**WHAT TO WORK ON:**
The answer is the complete listing below, written out again exactly.

**AVAILABLE DATA:**
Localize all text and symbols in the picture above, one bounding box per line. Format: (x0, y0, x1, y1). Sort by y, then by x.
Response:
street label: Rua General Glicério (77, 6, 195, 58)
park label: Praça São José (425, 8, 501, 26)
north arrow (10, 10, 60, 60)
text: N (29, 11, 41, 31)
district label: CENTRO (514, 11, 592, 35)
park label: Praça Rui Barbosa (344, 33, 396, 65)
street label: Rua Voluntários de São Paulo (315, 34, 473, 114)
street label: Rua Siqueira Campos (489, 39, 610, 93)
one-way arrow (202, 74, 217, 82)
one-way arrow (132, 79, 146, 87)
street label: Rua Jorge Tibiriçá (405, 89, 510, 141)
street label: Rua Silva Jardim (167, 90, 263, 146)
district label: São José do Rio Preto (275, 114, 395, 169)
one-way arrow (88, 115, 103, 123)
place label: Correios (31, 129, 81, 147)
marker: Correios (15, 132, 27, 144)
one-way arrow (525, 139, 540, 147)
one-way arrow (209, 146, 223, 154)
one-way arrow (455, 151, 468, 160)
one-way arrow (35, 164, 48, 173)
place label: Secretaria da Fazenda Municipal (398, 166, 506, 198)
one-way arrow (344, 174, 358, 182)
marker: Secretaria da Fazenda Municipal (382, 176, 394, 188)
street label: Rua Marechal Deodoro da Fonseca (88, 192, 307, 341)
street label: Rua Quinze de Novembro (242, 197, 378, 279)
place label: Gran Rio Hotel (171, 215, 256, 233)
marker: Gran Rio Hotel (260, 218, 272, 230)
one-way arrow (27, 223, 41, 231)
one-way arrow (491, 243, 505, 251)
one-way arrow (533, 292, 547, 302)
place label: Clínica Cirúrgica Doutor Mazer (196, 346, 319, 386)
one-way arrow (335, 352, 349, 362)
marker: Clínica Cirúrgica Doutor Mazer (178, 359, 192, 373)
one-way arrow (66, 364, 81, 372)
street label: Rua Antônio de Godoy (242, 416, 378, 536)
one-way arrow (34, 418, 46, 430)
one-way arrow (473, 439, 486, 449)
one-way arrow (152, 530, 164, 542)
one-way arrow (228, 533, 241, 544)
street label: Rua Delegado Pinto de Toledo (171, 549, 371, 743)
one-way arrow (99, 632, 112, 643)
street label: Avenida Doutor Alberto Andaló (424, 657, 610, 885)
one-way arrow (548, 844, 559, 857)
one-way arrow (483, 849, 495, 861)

**RESPONSE TO THIS TASK:**
Localize all text and symbols in the picture above, one bounding box per line. Format: (x0, y0, x1, y1). Sort by y, then by x.
Response:
street label: Rua General Glicério (77, 6, 195, 58)
park label: Praça São José (425, 8, 501, 26)
north arrow (10, 10, 60, 60)
text: N (29, 11, 41, 31)
district label: CENTRO (514, 11, 592, 35)
park label: Praça Rui Barbosa (344, 33, 396, 65)
street label: Rua Voluntários de São Paulo (315, 34, 473, 114)
street label: Rua Siqueira Campos (489, 39, 610, 93)
one-way arrow (202, 74, 217, 82)
one-way arrow (132, 79, 146, 87)
street label: Rua Jorge Tibiriçá (405, 89, 510, 141)
street label: Rua Silva Jardim (167, 90, 263, 146)
district label: São José do Rio Preto (275, 114, 395, 169)
one-way arrow (88, 115, 103, 123)
place label: Correios (31, 129, 81, 147)
marker: Correios (15, 132, 27, 144)
one-way arrow (525, 139, 540, 147)
one-way arrow (209, 146, 223, 154)
one-way arrow (455, 151, 468, 160)
one-way arrow (35, 164, 48, 173)
place label: Secretaria da Fazenda Municipal (398, 166, 506, 198)
one-way arrow (344, 174, 358, 182)
marker: Secretaria da Fazenda Municipal (382, 176, 394, 188)
street label: Rua Marechal Deodoro da Fonseca (88, 192, 307, 341)
street label: Rua Quinze de Novembro (242, 197, 378, 279)
place label: Gran Rio Hotel (171, 215, 256, 233)
marker: Gran Rio Hotel (260, 218, 272, 230)
one-way arrow (27, 223, 41, 231)
one-way arrow (491, 243, 505, 251)
one-way arrow (533, 292, 547, 302)
place label: Clínica Cirúrgica Doutor Mazer (196, 346, 319, 386)
one-way arrow (335, 352, 349, 362)
marker: Clínica Cirúrgica Doutor Mazer (178, 359, 192, 373)
one-way arrow (66, 364, 81, 372)
street label: Rua Antônio de Godoy (242, 416, 378, 536)
one-way arrow (34, 418, 46, 430)
one-way arrow (473, 439, 486, 449)
one-way arrow (152, 530, 164, 542)
one-way arrow (228, 533, 241, 544)
street label: Rua Delegado Pinto de Toledo (171, 549, 371, 743)
one-way arrow (99, 632, 112, 643)
street label: Avenida Doutor Alberto Andaló (424, 657, 610, 885)
one-way arrow (548, 844, 559, 857)
one-way arrow (483, 849, 495, 861)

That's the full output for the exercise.